Rick Sawyer, a Strategist at HP Mission Critical Facilities ia a leading expert on EPO function and design. Sawyer says that although the emergency power off systems are part of the U.S. fire code, many international data centers were designed and built by U.S. firms.
“It is entirely reasonable to assume that EPO’s are in a lot of world wide data centers where they are not required by local codes, even if codes don’t exist – and they don’t in some places,” said Sawyer.
Inelegant but Effective Shutdown Method
The EPO button has previously figured in attempts to disable critical infrastructure. In April 2007 a disgruntled technician hit the EPO button at the data center that controls the electrical grid for the state of California, with the FBI calling the incident an act of deliberate sabotage. Officials said that the outage could have disrupted the power grid for the Western U.S. if it occurred during normal business hours instead of late Sunday night. While sabotage is difficult to predict and prevent, the EPO button provided a mechanism for doing maximum damage in an instant.
Hitting the EPO button is a particularly disruptive method for interrupting network traffic, and unlikely to be the first choice for anyone familiar with IT equipment. Sudden power shutdowns are hard on equipment, especially power supplies. Sudden power losses in data centers can result in some servers being unable to start and requiring new power supplies.

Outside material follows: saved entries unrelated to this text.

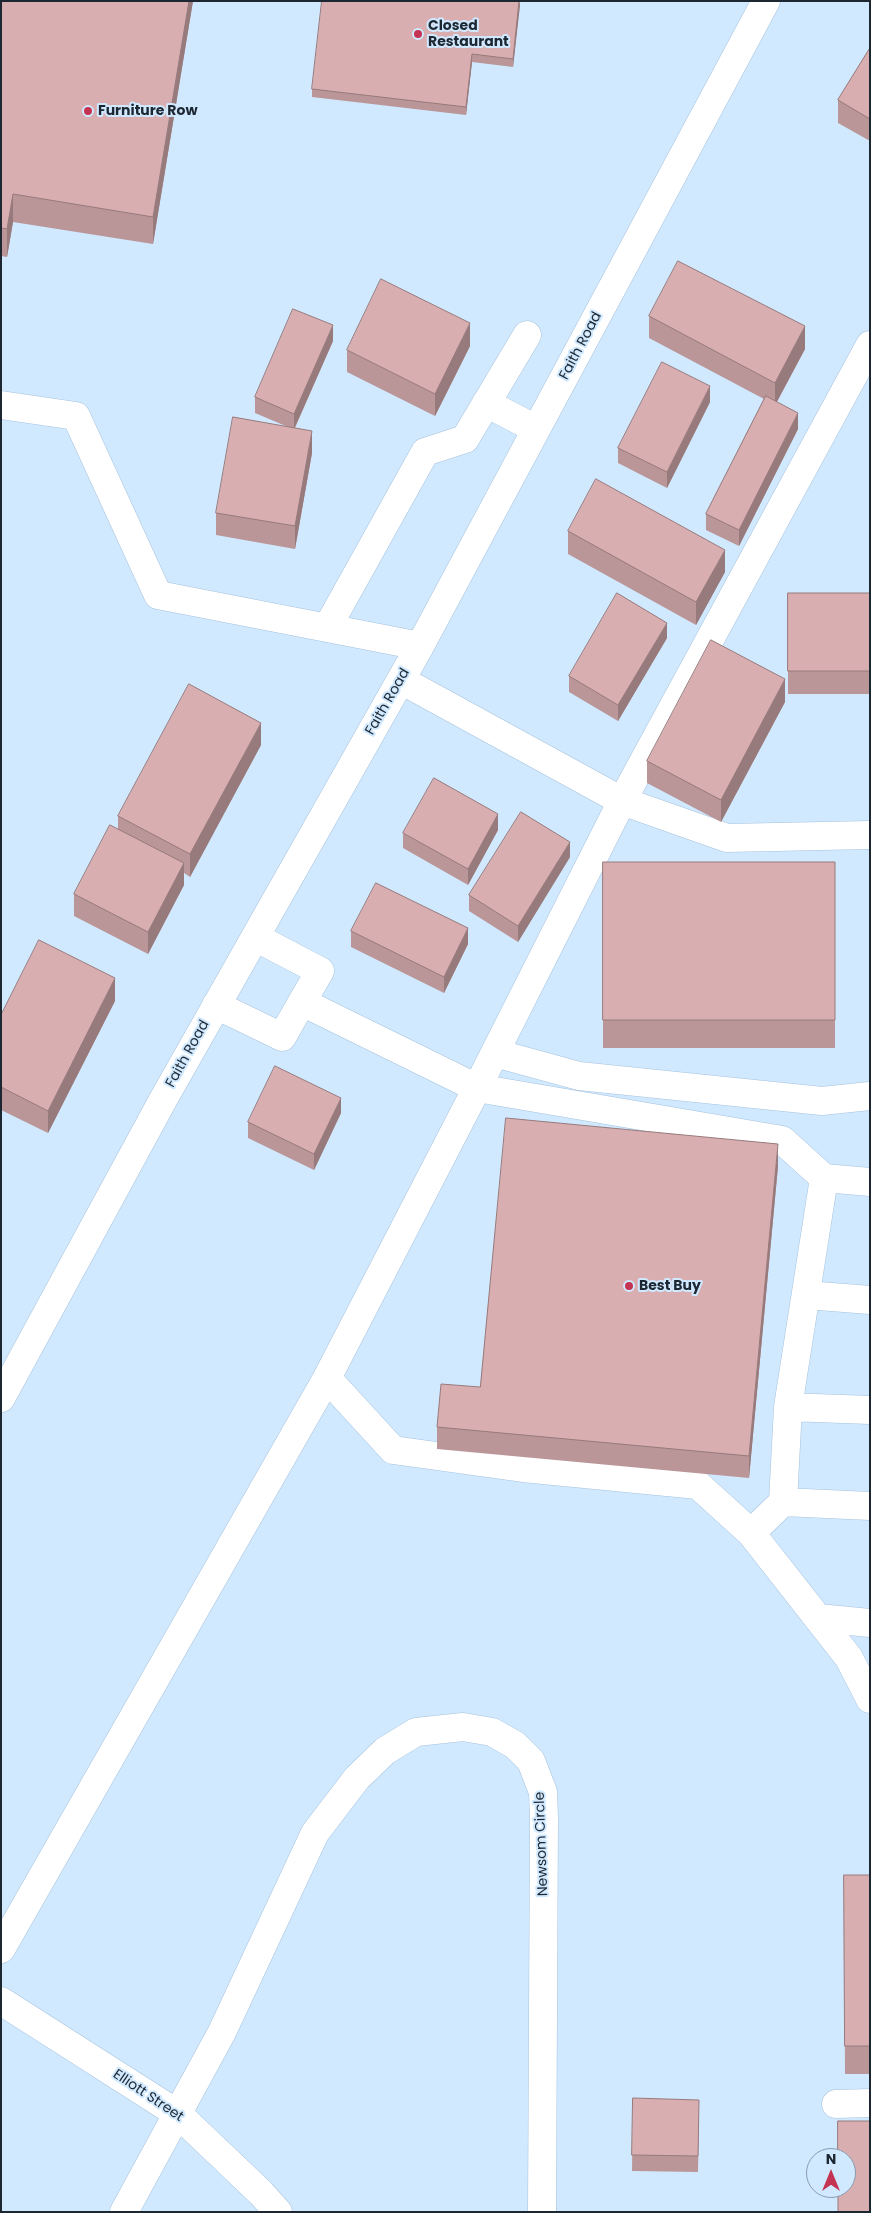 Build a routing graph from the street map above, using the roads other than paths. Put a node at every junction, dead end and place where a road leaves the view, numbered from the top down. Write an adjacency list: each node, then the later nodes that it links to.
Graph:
1 (766, 1): 6 (street, Faith Road)
2 (527, 334): 4 (street)
3 (870, 345): 10 (street)
4 (486, 403): 6 (street); 7 (street)
5 (1, 405): 7 (street)
6 (536, 430): 8 (street, Faith Road)
7 (327, 628): 8 (street)
8 (420, 646): 9 (street, Faith Road)
9 (401, 680): 10 (street); 12 (street, Faith Road)
10 (622, 801): 11 (street); 15 (street)
11 (870, 835)
12 (255, 937): 13 (street); 14 (street, Faith Road)
13 (302, 1002): 14 (street); 16 (street)
14 (216, 1006): 23 (street, Faith Road)
15 (495, 1053): 16 (street); 17 (street)
16 (478, 1088): 18 (street); 22 (street)
17 (870, 1096)
18 (824, 1178): 19 (street); 20 (street)
19 (870, 1182)
20 (806, 1295): 21 (street); 24 (street)
21 (870, 1300)
22 (327, 1378): 28 (street); 32 (street)
23 (2, 1393)
24 (788, 1407): 25 (street); 26 (street)
25 (870, 1410)
26 (783, 1502): 27 (street); 28 (street)
27 (870, 1506)
28 (751, 1533): 29 (street)
29 (818, 1618): 30 (street); 31 (street)
30 (870, 1623)
31 (870, 1699)
32 (1, 1949)
33 (1, 2001): 36 (street, Elliott Street)
34 (870, 2103): 35 (street)
35 (836, 2104)
36 (178, 2114): 37 (street, Newsom Circle); 38 (street, Elliott Street); 39 (street, Newsom Circle)
37 (124, 2212)
38 (278, 2212)
39 (542, 2212)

Several Network Control Methods
Sawyer said there are several alternate methods that could be used to power down equipment, including turning off a breaker supplying power to the servers and routers supporting the network, or walking around the data center and physically powering down servers.
He said an admin could also send a “power off” command through network management software. “This is commonly used to reboot a network device remotely, but instead of restarting as in a reboot, you just leave the device off,” he said. Remote reboots are common in hosting environments, allowing a technician or customer to reboot a server without entering the data center.
Time for a Business Continuity Review?
Whatever the methodology, Sawyer says the recent events in Egypt and Libya drive home the need for multi-national corporations to review their business continuity procedures.
“It is assumed by most companies that the internet will always be there and that the business processes from sales to delivery can rely on it,” said Sawyer. “But the Internet can fail, and Egypt is a case in point. Companies should plan on being able to sustain their business activities for a period of time using back-up ‘low tech’ solutions – like paper – until function is restored.”